What this task involves: Throughout the records below, find the lines with the string "bottom" and give how many there are, nothing else.

Collected data:
----
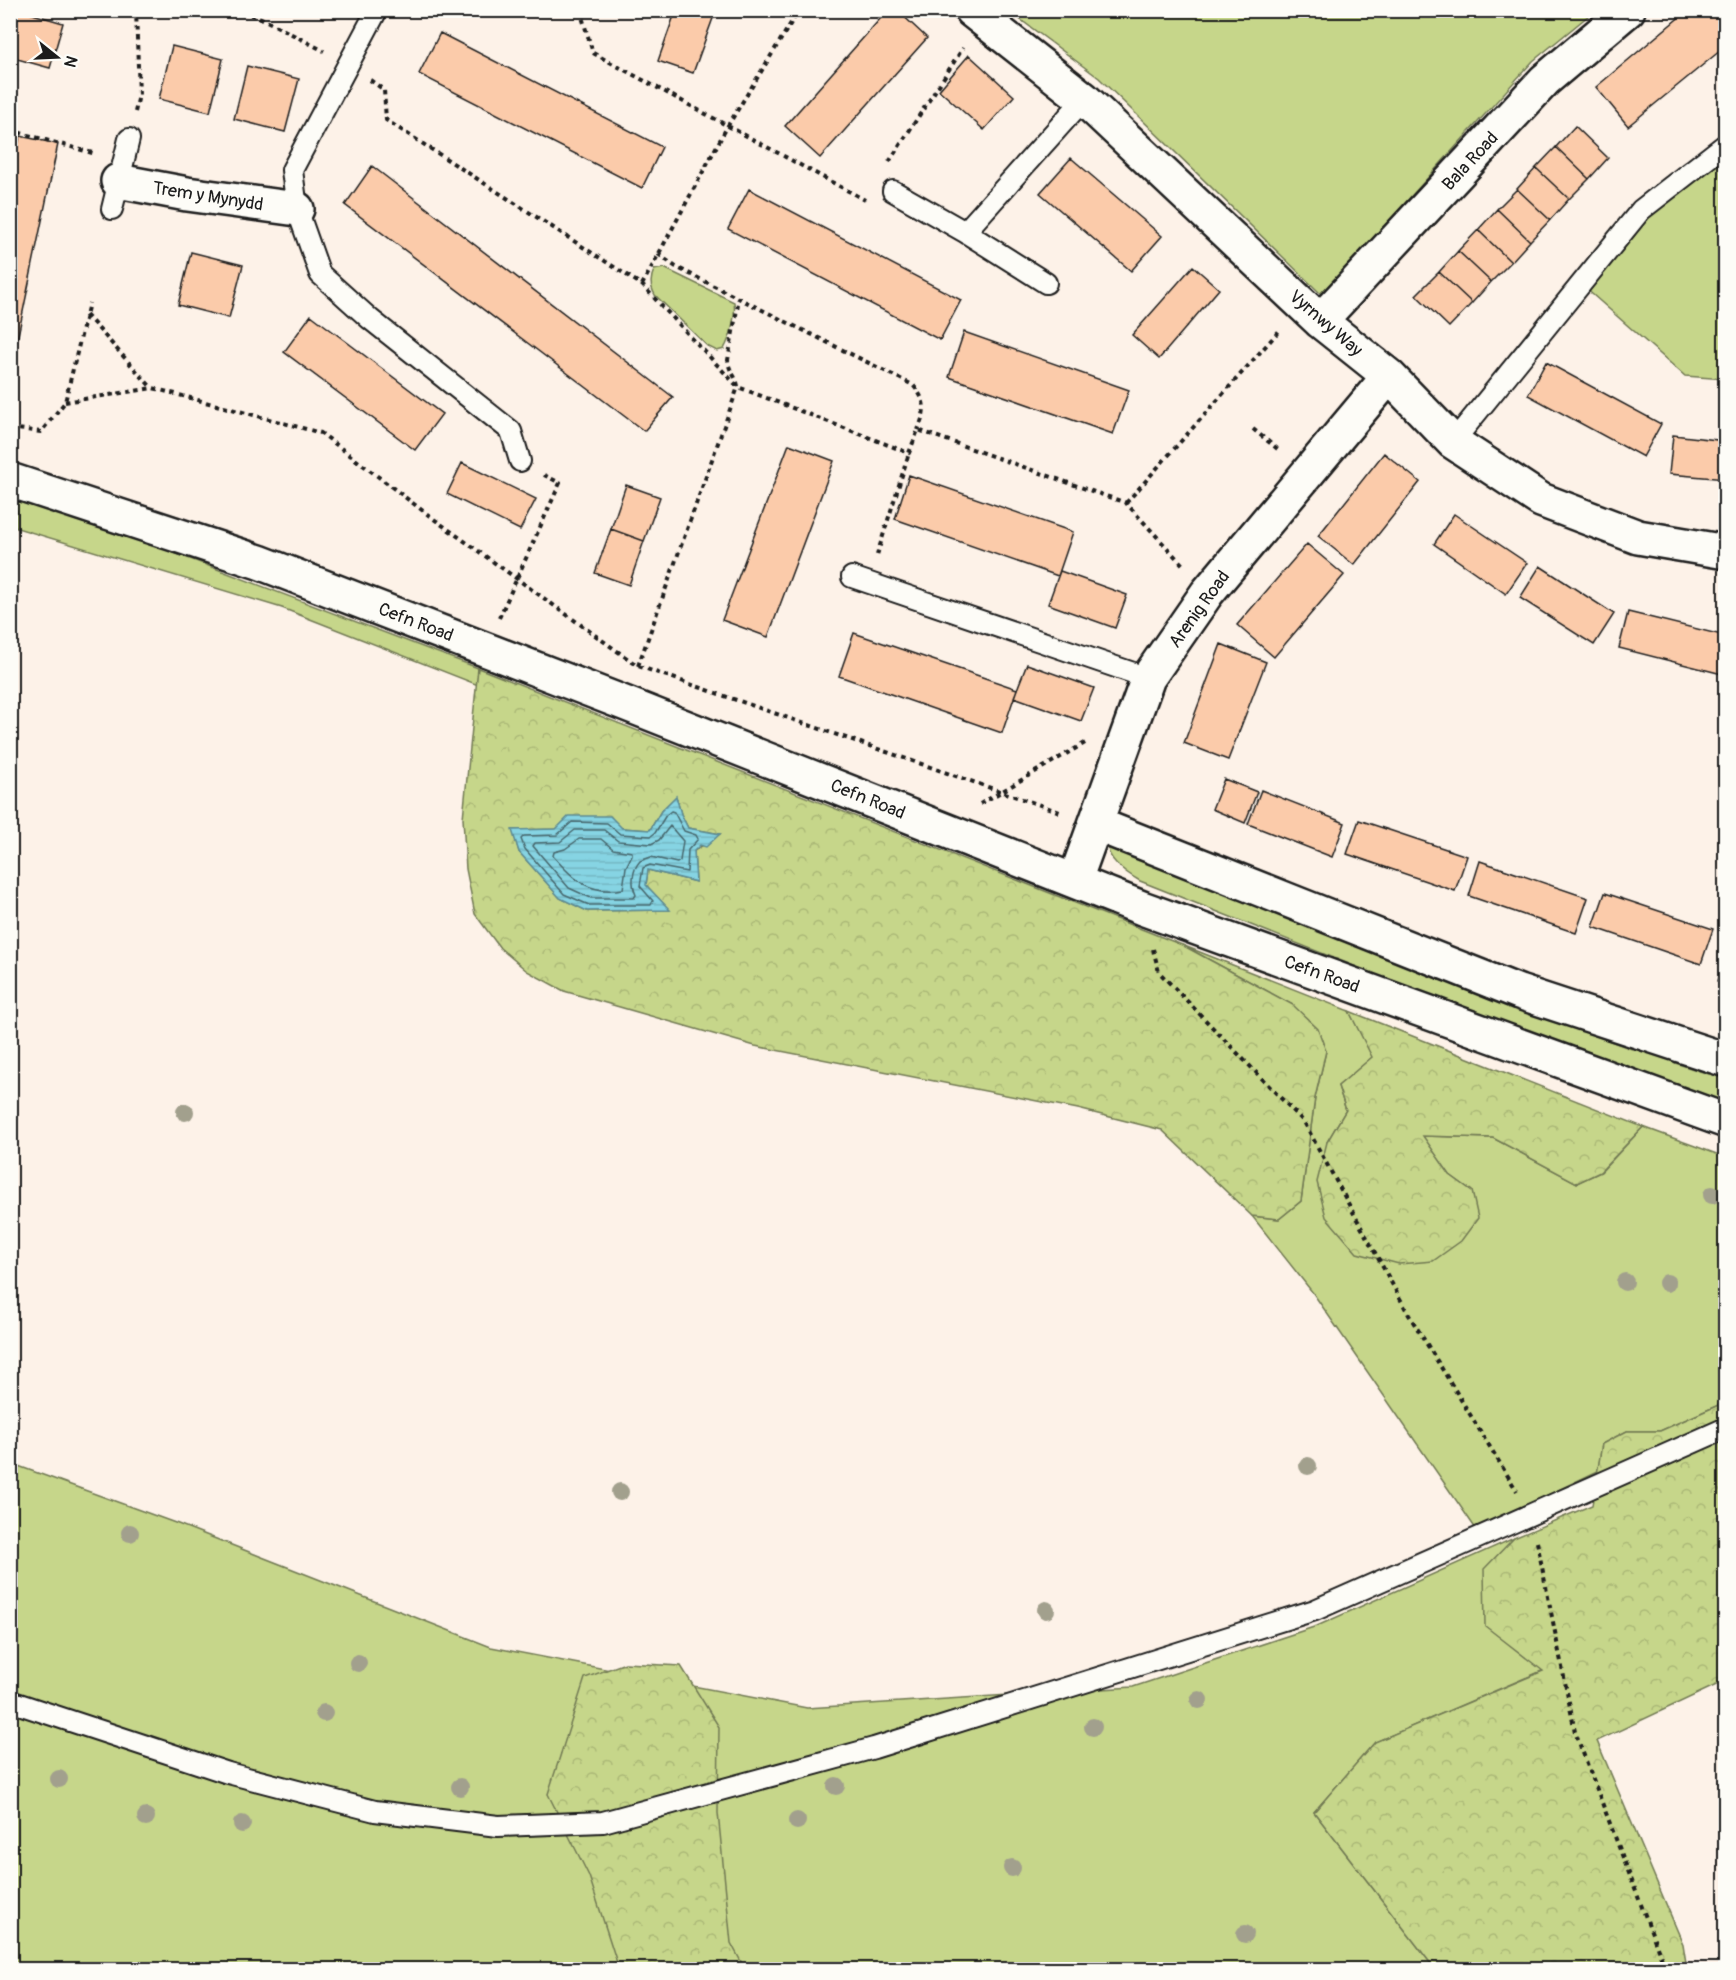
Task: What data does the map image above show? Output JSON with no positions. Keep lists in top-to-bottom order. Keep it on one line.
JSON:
{"streets":{"street":["Bala Road","Trem y Mynydd","Vyrnwy Way","Arenig Road","Cefn Road"]},"crossings":[["Bala Road","Vyrnwy Way"],["Vyrnwy Way","Arenig Road"],["Arenig Road","Cefn Road"]],"north":"right"}
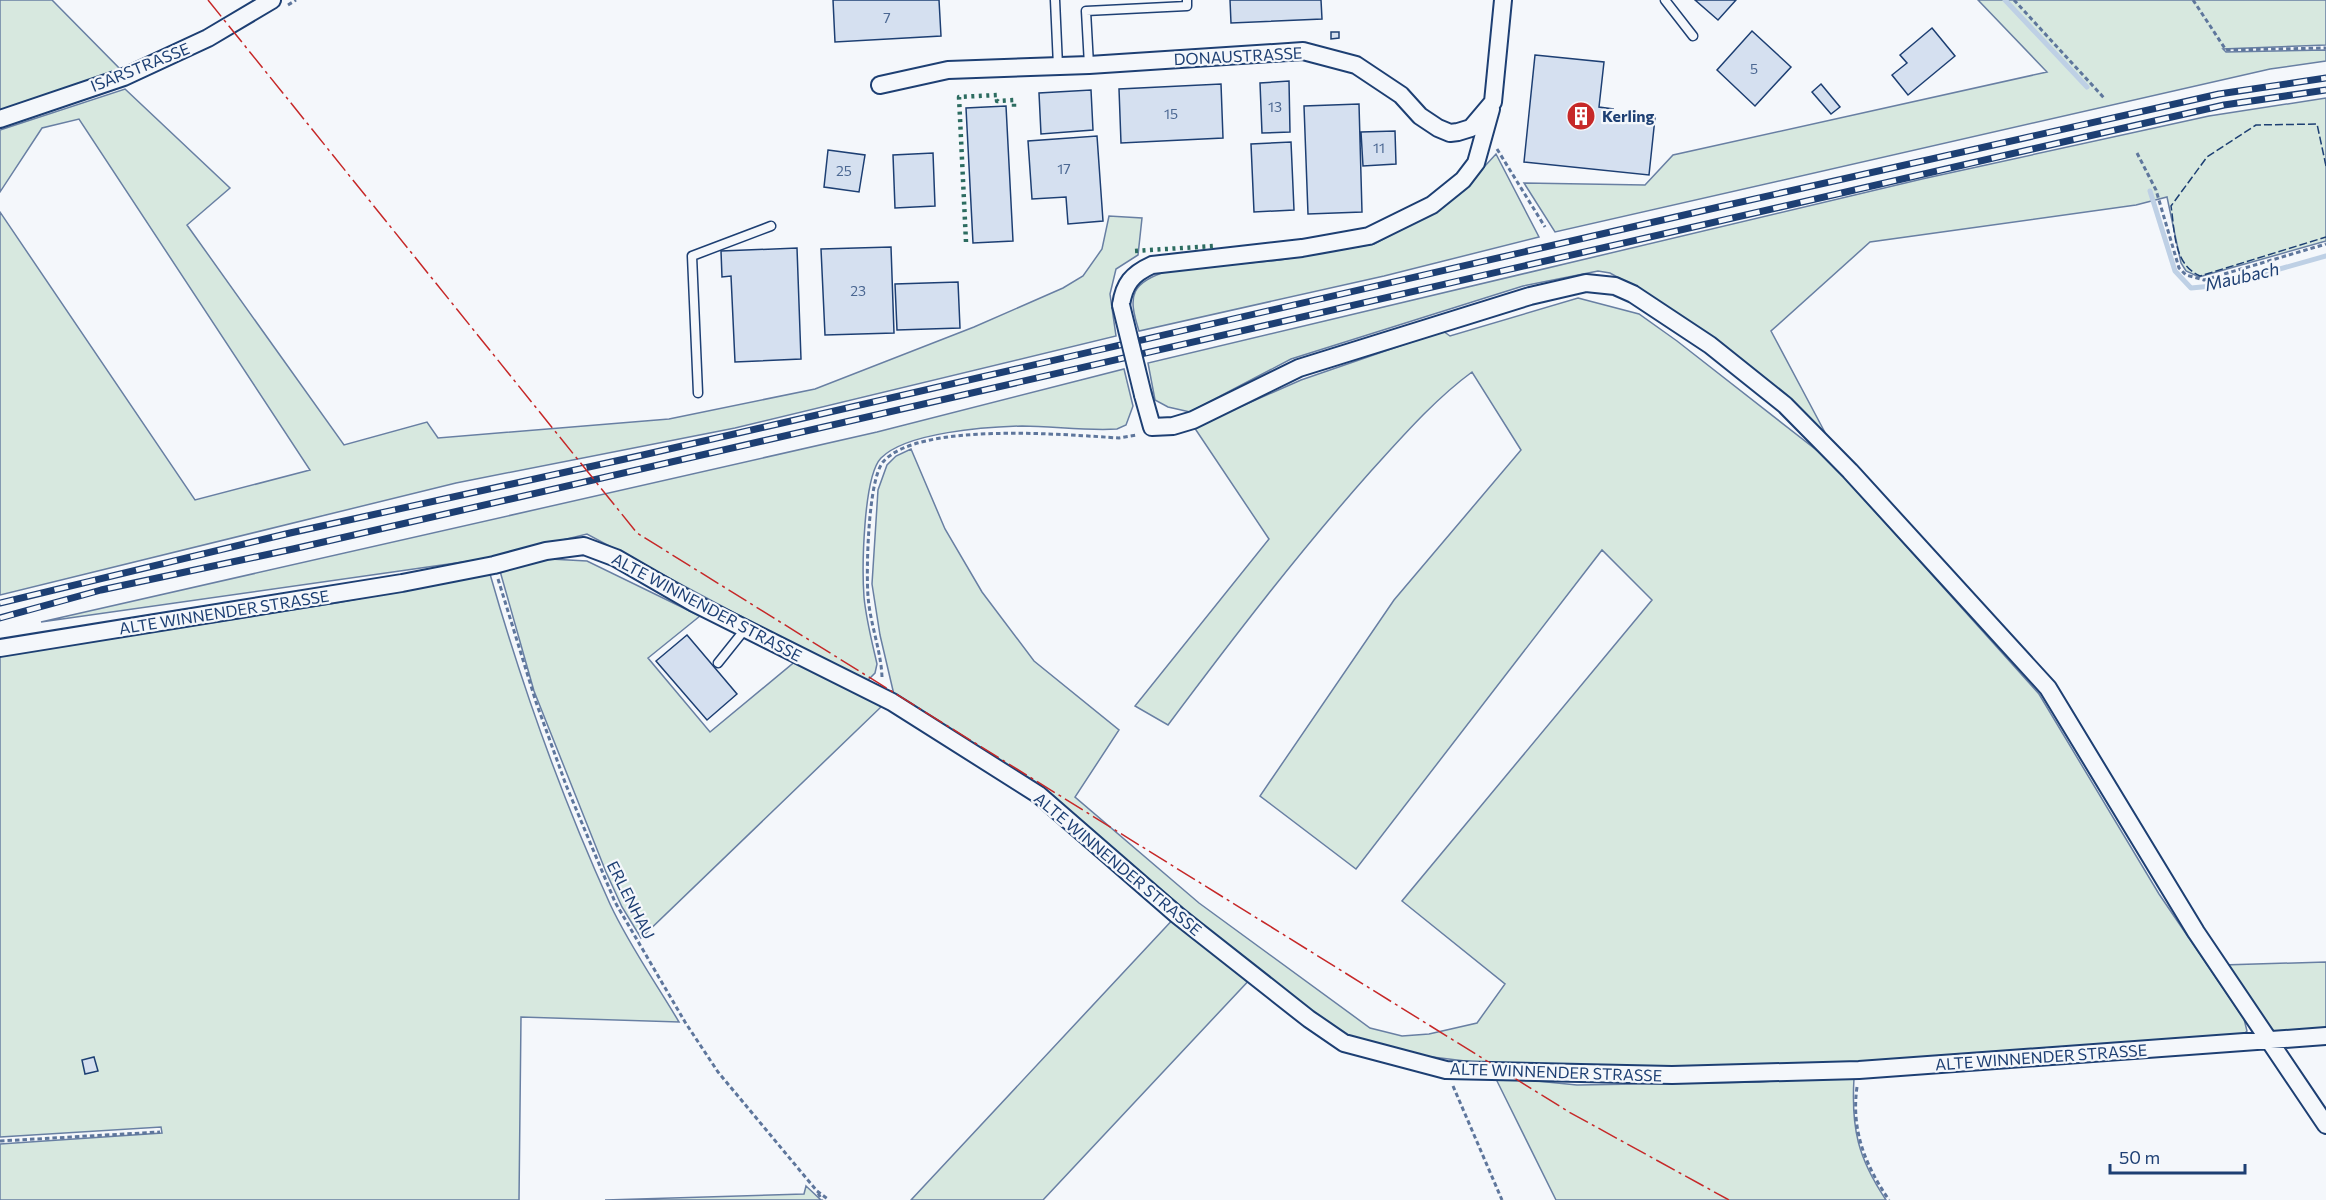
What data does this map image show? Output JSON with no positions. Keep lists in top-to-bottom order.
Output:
{
  "streets": {
    "street": ["DONAUSTRASSE", "ISARSTRASSE", "ALTE WINNENDER STRASSE"],
    "path": ["ERLENHAU"]
  },
  "crossings": [
    ["ALTE WINNENDER STRASSE", "ERLENHAU"]
  ],
  "water": ["Maubach"],
  "places": {
    "building": ["Kerling"]
  },
  "house_numbers": [
    "7",
    "5",
    "13",
    "15",
    "11",
    "17",
    "25",
    "23"
  ],
  "scale_bar": "50 m"
}
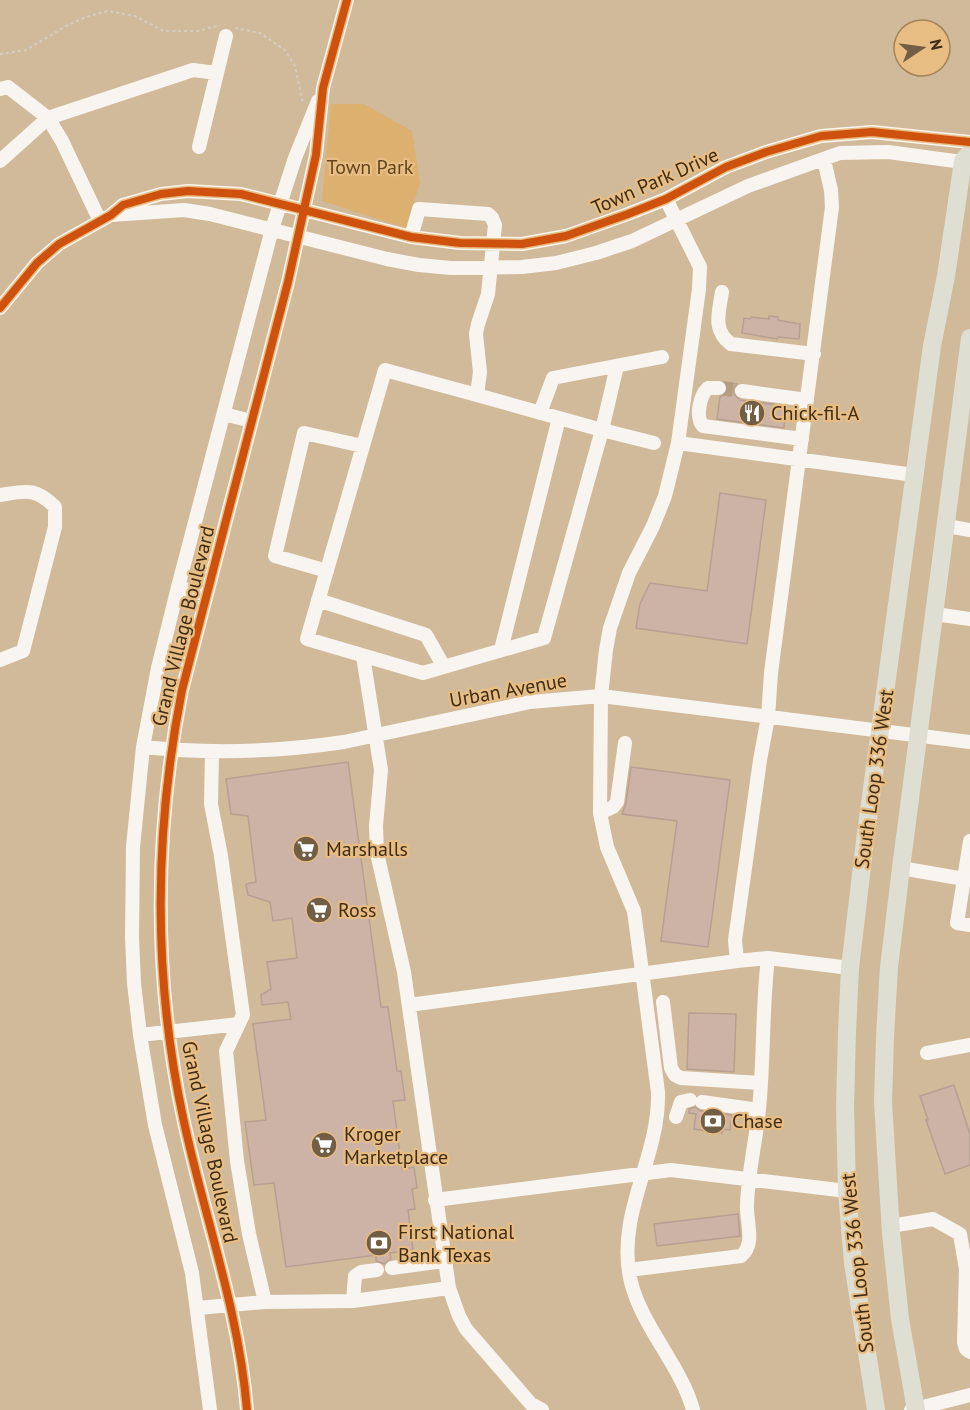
----
Your solution: 2